BAK KERBAU DICUCUK HIDUNG
Kemarin juru masak ibu saya berniat mempraktekkan resep baru yang didapatnya dari program masak-memasak di salah stasiun televisi swasta (Sayang saya lupa stasiun televisi dan nama programnya). Sederhana resepnya, terong goreng tepung. Masalahnya ia berkeras mau menggunakan sebuah tepung serbaguna bermerk tertentu yang identik dengan salah satu merek bumbu penyedap makanan (yang tentunya ber-MSG). Heran juga ibu saya, kenapa spesifik produk itui? Padahal juru masak tidak pernah menggunakan produk tersebut. "Soalnya, di resepnya pakai tepung itu....", jelas juru masak ibu saya dengan polos.
Oalah....., tentunya sang juru masak tidak paham kenapa sampai di resep tersebut penting disebutkan merek tepung serbaguna tertentu.
Di jaman serba kejar uang seperti sekarang sejumlah media berusaha "menjual" space iklannya lebih kreatif dan yang punya duit (baca: pengiklan) pingin produk atau jasanya makin lancar terjual. Salah satu taktik adalah membuat program atau tulisan yang seakan tidak disusupi muatan iklan. Padahal sebenarnya media dan pengiklan berkongsi memasukan muatan informasi produk atau jasa sang pengiklan secara halus (soft sell).
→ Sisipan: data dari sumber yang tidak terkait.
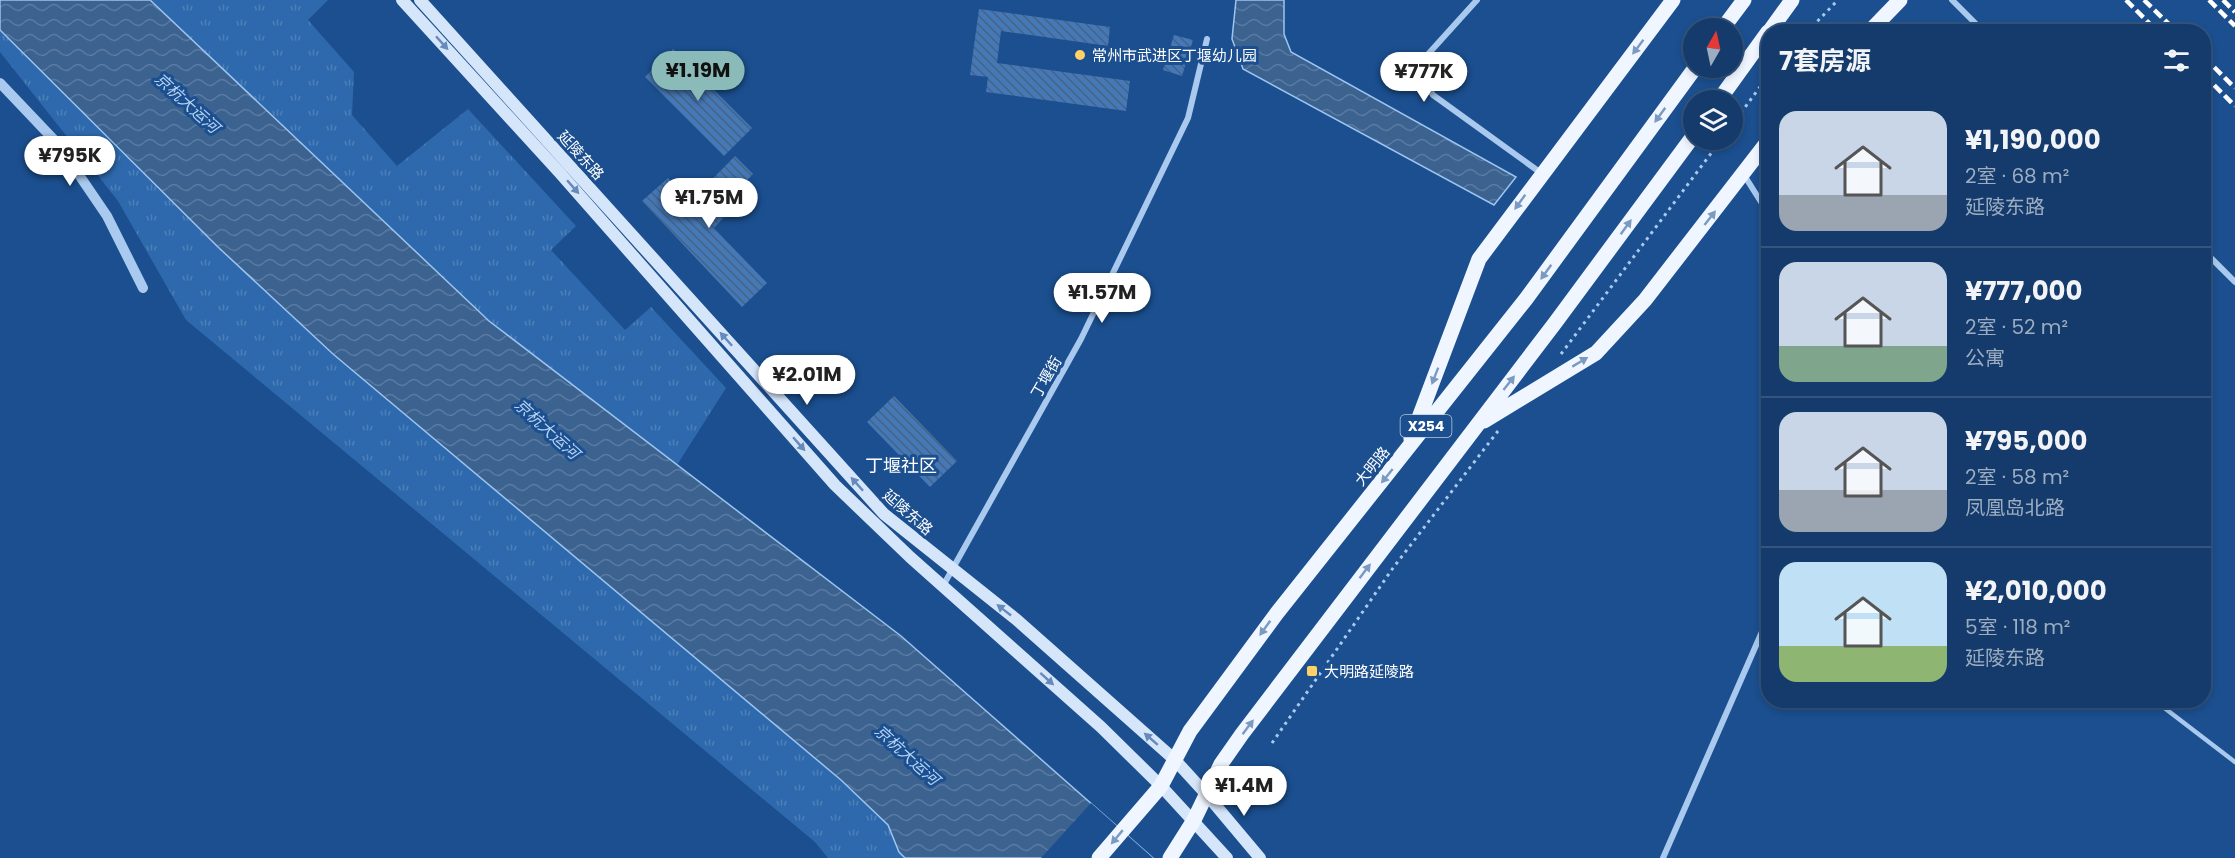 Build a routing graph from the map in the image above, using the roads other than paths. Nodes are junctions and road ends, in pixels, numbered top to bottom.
1 (402, 0) edge
2 (420, 0) edge
3 (1477, 0) edge
4 (1673, 0) edge
5 (1744, 0) edge
6 (1792, 0) edge
7 (1900, 0) edge
8 (1952, 0) edge
9 (1730, 18) edge
10 (1775, 24) edge
11 (1877, 24) edge
12 (1976, 24) edge
13 (1207, 39) dead end
14 (1761, 43) edge
15 (1688, 78) edge
16 (0, 83) edge
17 (1726, 90) edge
18 (1683, 150) edge
19 (1761, 150) edge
20 (1541, 173) junction
21 (1743, 174) junction
22 (1761, 202) edge
23 (2211, 258) edge
24 (2235, 282) edge
25 (143, 288) dead end
26 (1476, 425) junction
27 (1406, 452) junction
28 (951, 568) junction
29 (943, 586) junction
30 (1761, 634) edge
31 (2164, 708) edge
32 (1175, 760) junction
33 (2235, 762) edge
34 (1161, 786) junction
35 (1207, 795) junction
36 (1194, 820) junction
37 (1172, 855) edge
38 (1099, 858) edge
39 (1227, 858) edge
40 (1260, 858) edge
41 (1663, 858) edge

1 -> 29 main road, 延陵东路
28 -> 2 main road, 延陵东路
3 - 20 street
4 -> 20 main road
5 - 9 main road
6 - 10 main road
7 - 11 main road
8 - 12 street
13 - 28 street, 丁堰街
14 - 17 main road
15 -> 27 main road, 大明路 / X254
16 - 25 street
26 -> 18 main road, X254
19 - 21 main road
20 -> 27 main road
21 - 22 street
26 -> 21 main road
23 - 24 street
35 -> 26 main road, X254
27 -> 32 main road, 大明路 / X254
28 - 29 street, 丁堰街
32 -> 28 main road, 延陵东路
29 -> 34 main road, 延陵东路
30 - 41 street
31 - 33 lane
32 - 34 main road, 大明路 / X254
32 - 35 main road, 延陵东路
34 - 36 main road, 延陵东路
34 -> 38 main road, 大明路 / X254
35 - 36 main road, X254
35 - 40 main road, 延陵东路
36 - 37 main road, X254
36 - 39 main road, 延陵东路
Contohnya ya...program masak memasak yang tiap hari disaksikan hampir semua perempuan yang tinggal di rumah ibu saya.
Namanya boleh soft sell, tapi dampaknya bisa lebih besar daripada hard sell. Ketimbang memasang spot iklan dan bersaing dengan sekian banyak produk atau jasa sejenis untuk bisa diingat oleh target konsumen, mending menciptakan program (istilah keren media penyiarannya: blocking time) yang disusupi pesan-pesan untuk menggunakan produk atau jasa yang hendak disosialisasikan. Bayangkan berapa banyak yang secara tak sadar mengikuti resep dan menggunakan tepung serbaguna bermerk tertentu di program yang disaksikan juru masak ibu saya itu.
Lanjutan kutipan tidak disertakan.